Supplied data:
↓

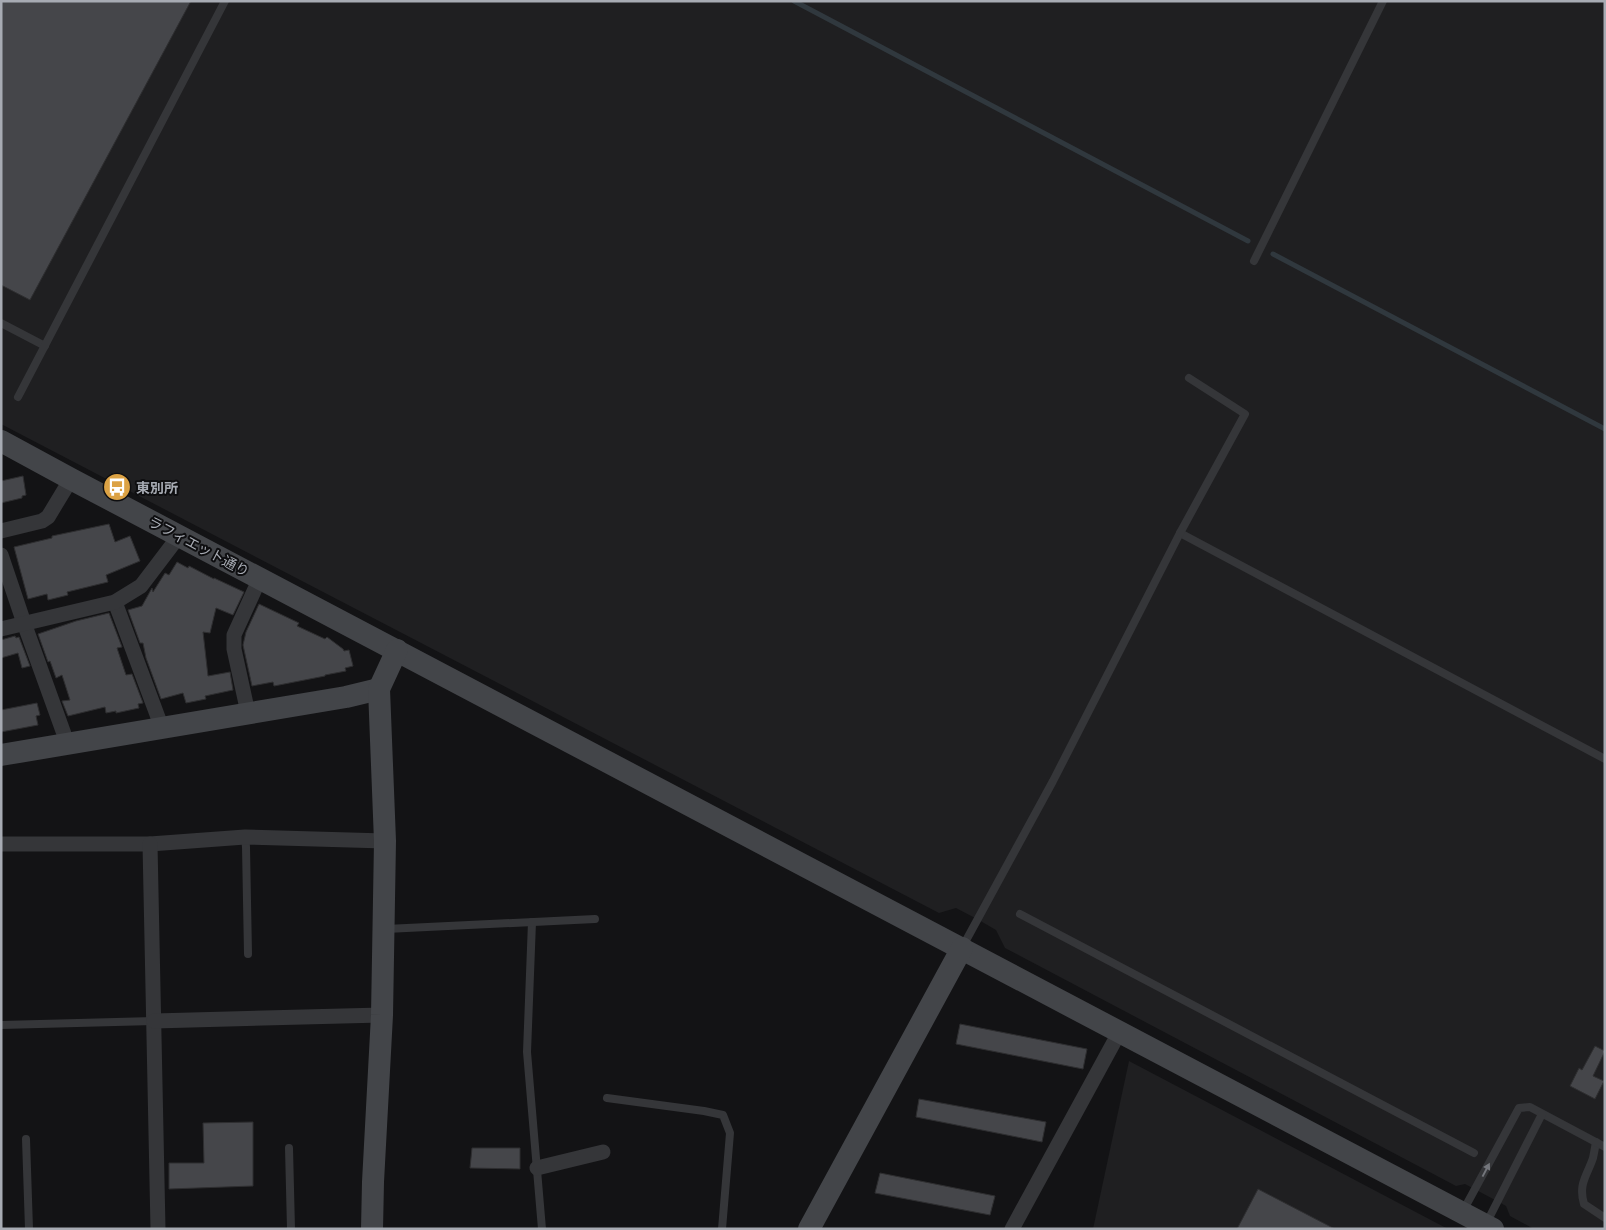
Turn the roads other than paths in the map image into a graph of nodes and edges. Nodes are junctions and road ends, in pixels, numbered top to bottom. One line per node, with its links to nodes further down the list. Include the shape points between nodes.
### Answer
1 (225, 1): 5 (lane)
2 (1383, 1): 3 (lane)
3 (1254, 261)
4 (1, 323): 5 (lane)
5 (45, 346): 7 (lane)
6 (1189, 378): 11 (lane, via 1245,414)
7 (18, 397)
8 (1, 440): 9 (street, ラフィエット通り)
9 (71, 479): 10 (street, via 48,517); 12 (street, ラフィエット通り)
10 (1, 531)
11 (1180, 533): 24 (lane); 33 (lane, via 1053,781)
12 (179, 536): 14 (street, ラフィエット通り); 15 (street, via 141,586)
13 (1, 555): 16 (street)
14 (260, 578): 18 (street, ラフィエット通り); 20 (street, via 234,635)
15 (114, 602): 16 (street); 21 (street)
16 (24, 623): 17 (street); 22 (street)
17 (1, 629)
18 (397, 650): 19 (street); 33 (street, ラフィエット通り)
19 (379, 689): 20 (street); 26 (street)
20 (248, 713): 21 (street)
21 (162, 728): 22 (street)
22 (68, 745): 23 (street)
23 (1, 756)
24 (1605, 759)
25 (245, 837): 26 (street); 28 (street); 34 (lane)
26 (385, 841): 32 (street)
27 (1, 844): 28 (street)
28 (150, 844): 36 (street)
29 (1020, 914): 46 (lane)
30 (595, 919): 31 (lane)
31 (532, 922): 32 (lane); 47 (lane, via 527,1052)
32 (384, 929): 35 (street)
33 (962, 948): 38 (street, ラフィエット通り); 57 (street)
34 (248, 954)
35 (382, 1016): 36 (street); 54 (street)
36 (154, 1021): 37 (lane); 52 (street)
37 (1, 1026)
38 (1120, 1031): 48 (street, ラフィエット通り); 58 (street)
39 (607, 1098): 56 (lane, via 704,1110 723,1116 730,1133)
40 (1542, 1114): 42 (lane); 48 (lane, one-way to 40, via 1519,1108 1530,1107); 50 (lane)
41 (26, 1139): 51 (lane)
42 (1596, 1142): 43 (lane); 49 (lane, via 1581,1194 1584,1204)
43 (1605, 1147)
44 (289, 1148): 53 (lane)
45 (603, 1152): 47 (street)
46 (1474, 1153)
47 (537, 1168): 55 (lane)
48 (1462, 1212): 50 (street, ラフィエット通り)
49 (1605, 1218)
50 (1489, 1227)
51 (29, 1229)
52 (158, 1229)
53 (291, 1229)
54 (372, 1229)
55 (542, 1229)
56 (722, 1229)
57 (809, 1229)
58 (1012, 1229)

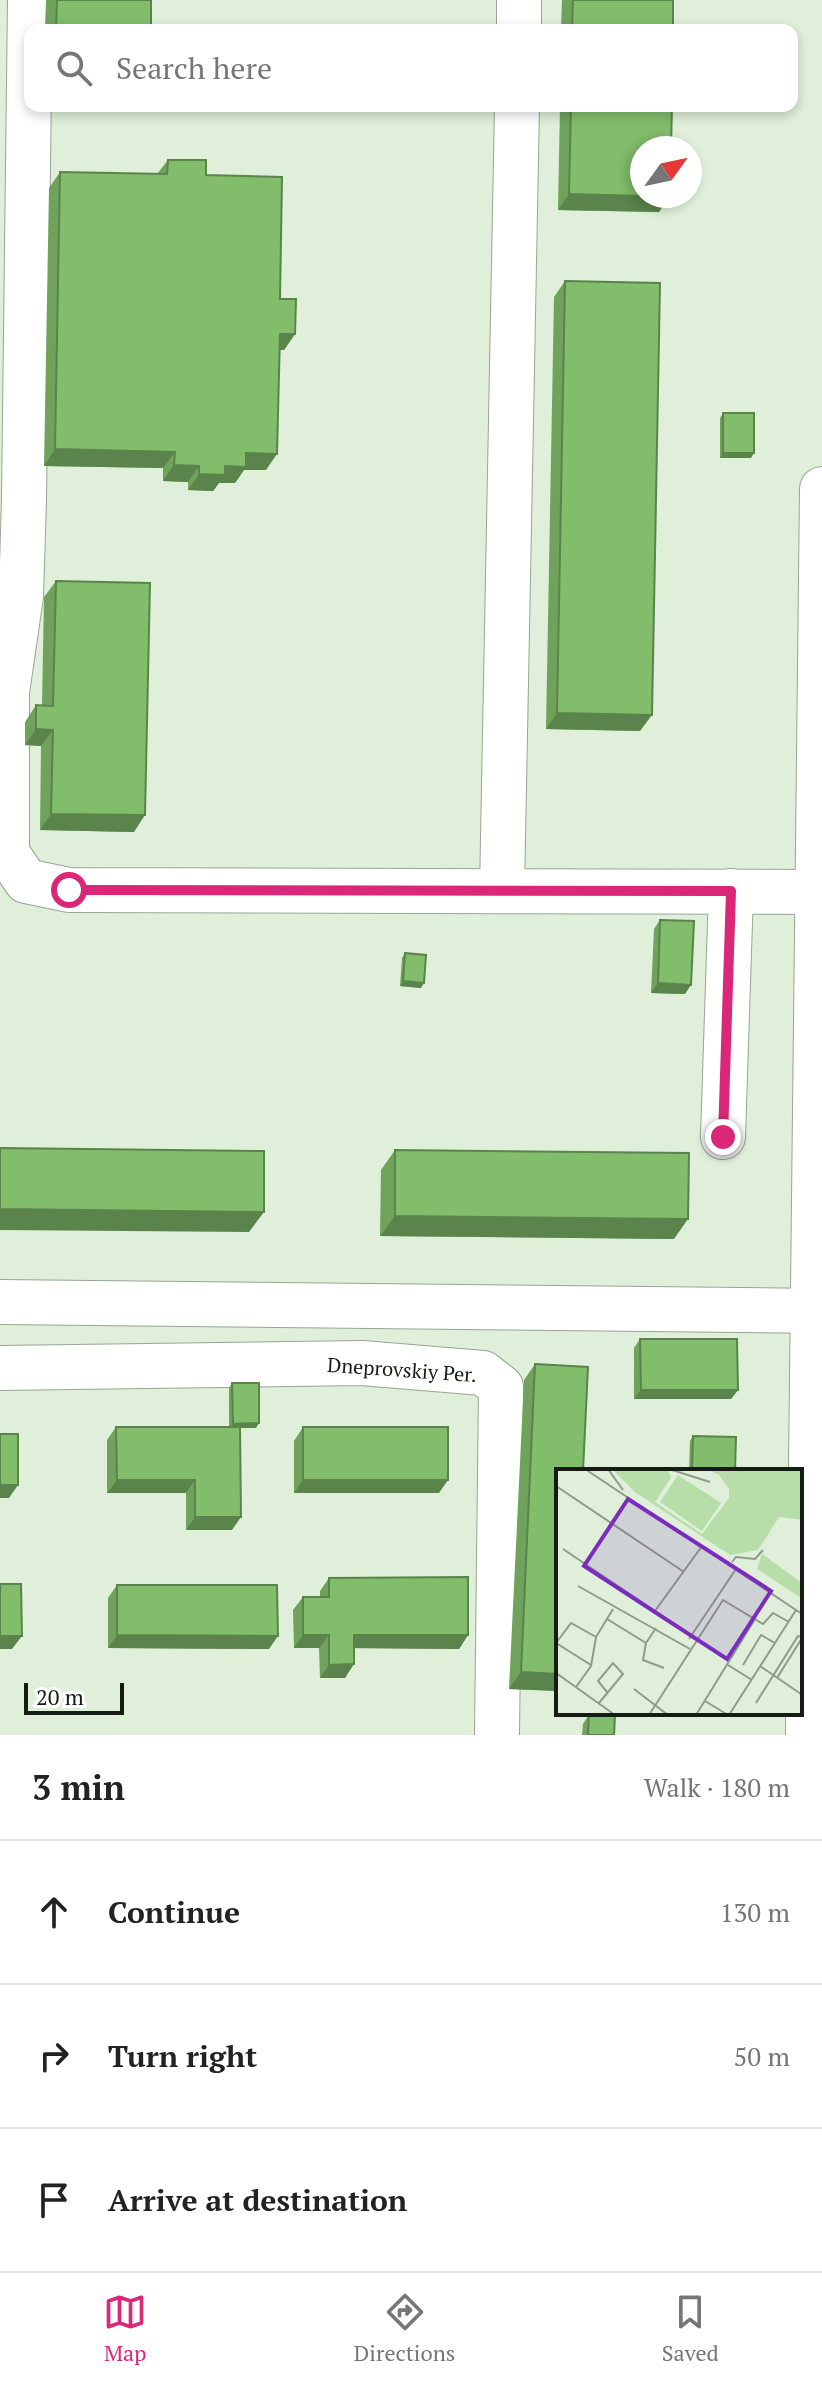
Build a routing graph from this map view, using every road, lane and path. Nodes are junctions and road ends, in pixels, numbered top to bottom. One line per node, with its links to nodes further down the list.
1 (30, 0): 3 (main road)
2 (519, 0): 4 (main road)
3 (30, 24)
4 (519, 24)
5 (29, 112): 8 (main road)
6 (517, 112): 8 (main road)
7 (822, 489): 10 (main road)
8 (502, 891): 9 (main road)
9 (731, 891): 10 (main road); 11 (main road)
10 (819, 892): 13 (main road)
11 (723, 1137)
12 (0, 1302): 13 (main road)
13 (817, 1311): 16 (main road)
14 (0, 1368): 15 (main road, Dneprovskiy Per.)
15 (497, 1735)
16 (808, 1735)

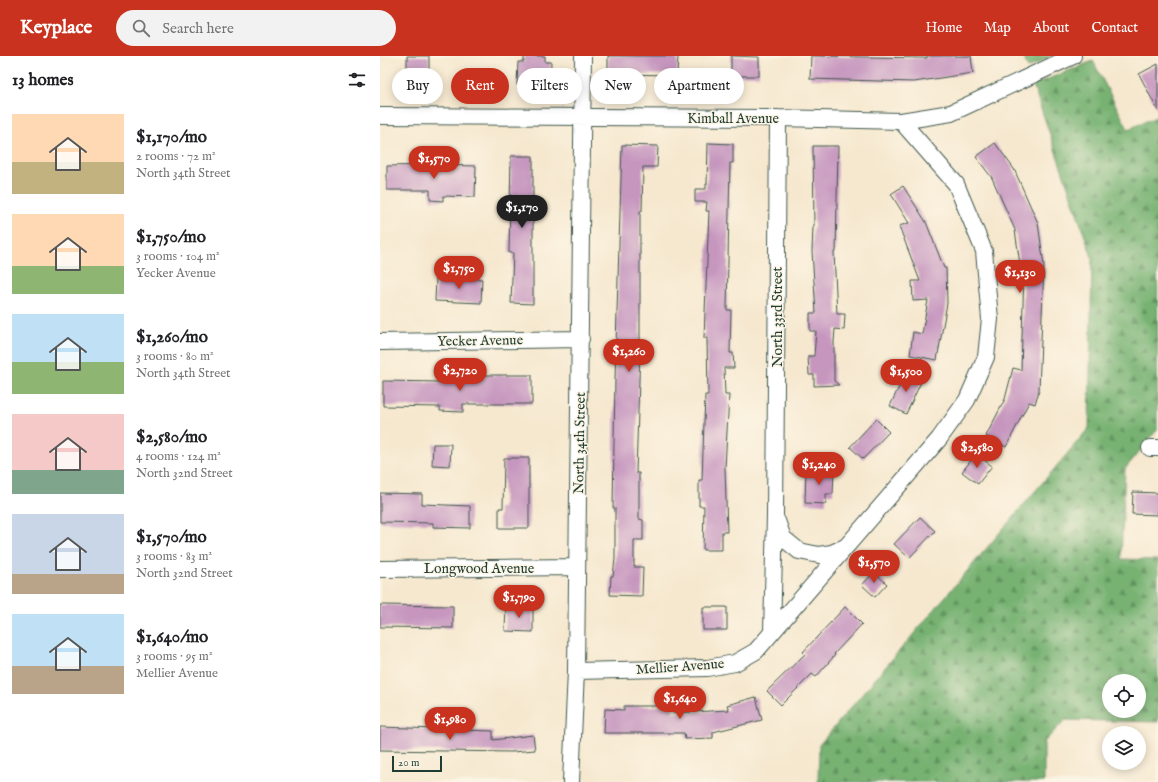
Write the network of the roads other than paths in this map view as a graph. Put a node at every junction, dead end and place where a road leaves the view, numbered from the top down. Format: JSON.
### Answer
{"nodes":[{"id":1,"x":583,"y":56,"type":"edge"},
{"id":2,"x":1073,"y":56,"type":"edge"},
{"id":3,"x":380,"y":116,"type":"edge"},
{"id":4,"x":582,"y":117,"type":"junction"},
{"id":5,"x":778,"y":118,"type":"junction"},
{"id":6,"x":901,"y":120,"type":"junction"},
{"id":7,"x":581,"y":338,"type":"junction"},
{"id":8,"x":380,"y":342,"type":"edge"},
{"id":9,"x":775,"y":516,"type":"junction"},
{"id":10,"x":849,"y":545,"type":"junction"},
{"id":11,"x":577,"y":567,"type":"junction"},
{"id":12,"x":380,"y":569,"type":"edge"},
{"id":13,"x":772,"y":632,"type":"junction"},
{"id":14,"x":576,"y":671,"type":"junction"},
{"id":15,"x":571,"y":782,"type":"edge"}],
"edges":[{"from":1,"to":4,"type":"street","name":"North 34th Street"},
{"from":2,"to":6,"type":"street","name":"Kimball Avenue"},
{"from":3,"to":4,"type":"street","name":"Kimball Avenue"},
{"from":4,"to":5,"type":"street","name":"Kimball Avenue"},
{"from":4,"to":7,"type":"street","name":"North 34th Street"},
{"from":5,"to":6,"type":"street","name":"Kimball Avenue"},
{"from":5,"to":9,"type":"street","name":"North 33rd Street"},
{"from":6,"to":10,"type":"street","name":"Mellier Avenue"},
{"from":7,"to":8,"type":"street","name":"Yecker Avenue"},
{"from":7,"to":11,"type":"street","name":"North 34th Street"},
{"from":9,"to":10,"type":"street","name":"North 33rd Street"},
{"from":9,"to":13,"type":"street","name":"North 33rd Street"},
{"from":10,"to":13,"type":"street","name":"Mellier Avenue"},
{"from":11,"to":12,"type":"street","name":"Longwood Avenue"},
{"from":11,"to":14,"type":"street","name":"North 34th Street"},
{"from":13,"to":14,"type":"street","name":"Mellier Avenue"},
{"from":14,"to":15,"type":"street","name":"North 34th Street"}]}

↑

Wherever the word "view" turns up in the material, copy the whole line.

Answer space:
Build a routing graph from this map view, using every road, lane and path. Nodes are junctions and road ends, in pixels, numbered top to bottom. One line per node, with its links to nodes further down the list.
Write the network of the roads other than paths in this map view as a graph. Put a node at every junction, dead end and place where a road leaves the view, numbered from the top down. Format: JSON.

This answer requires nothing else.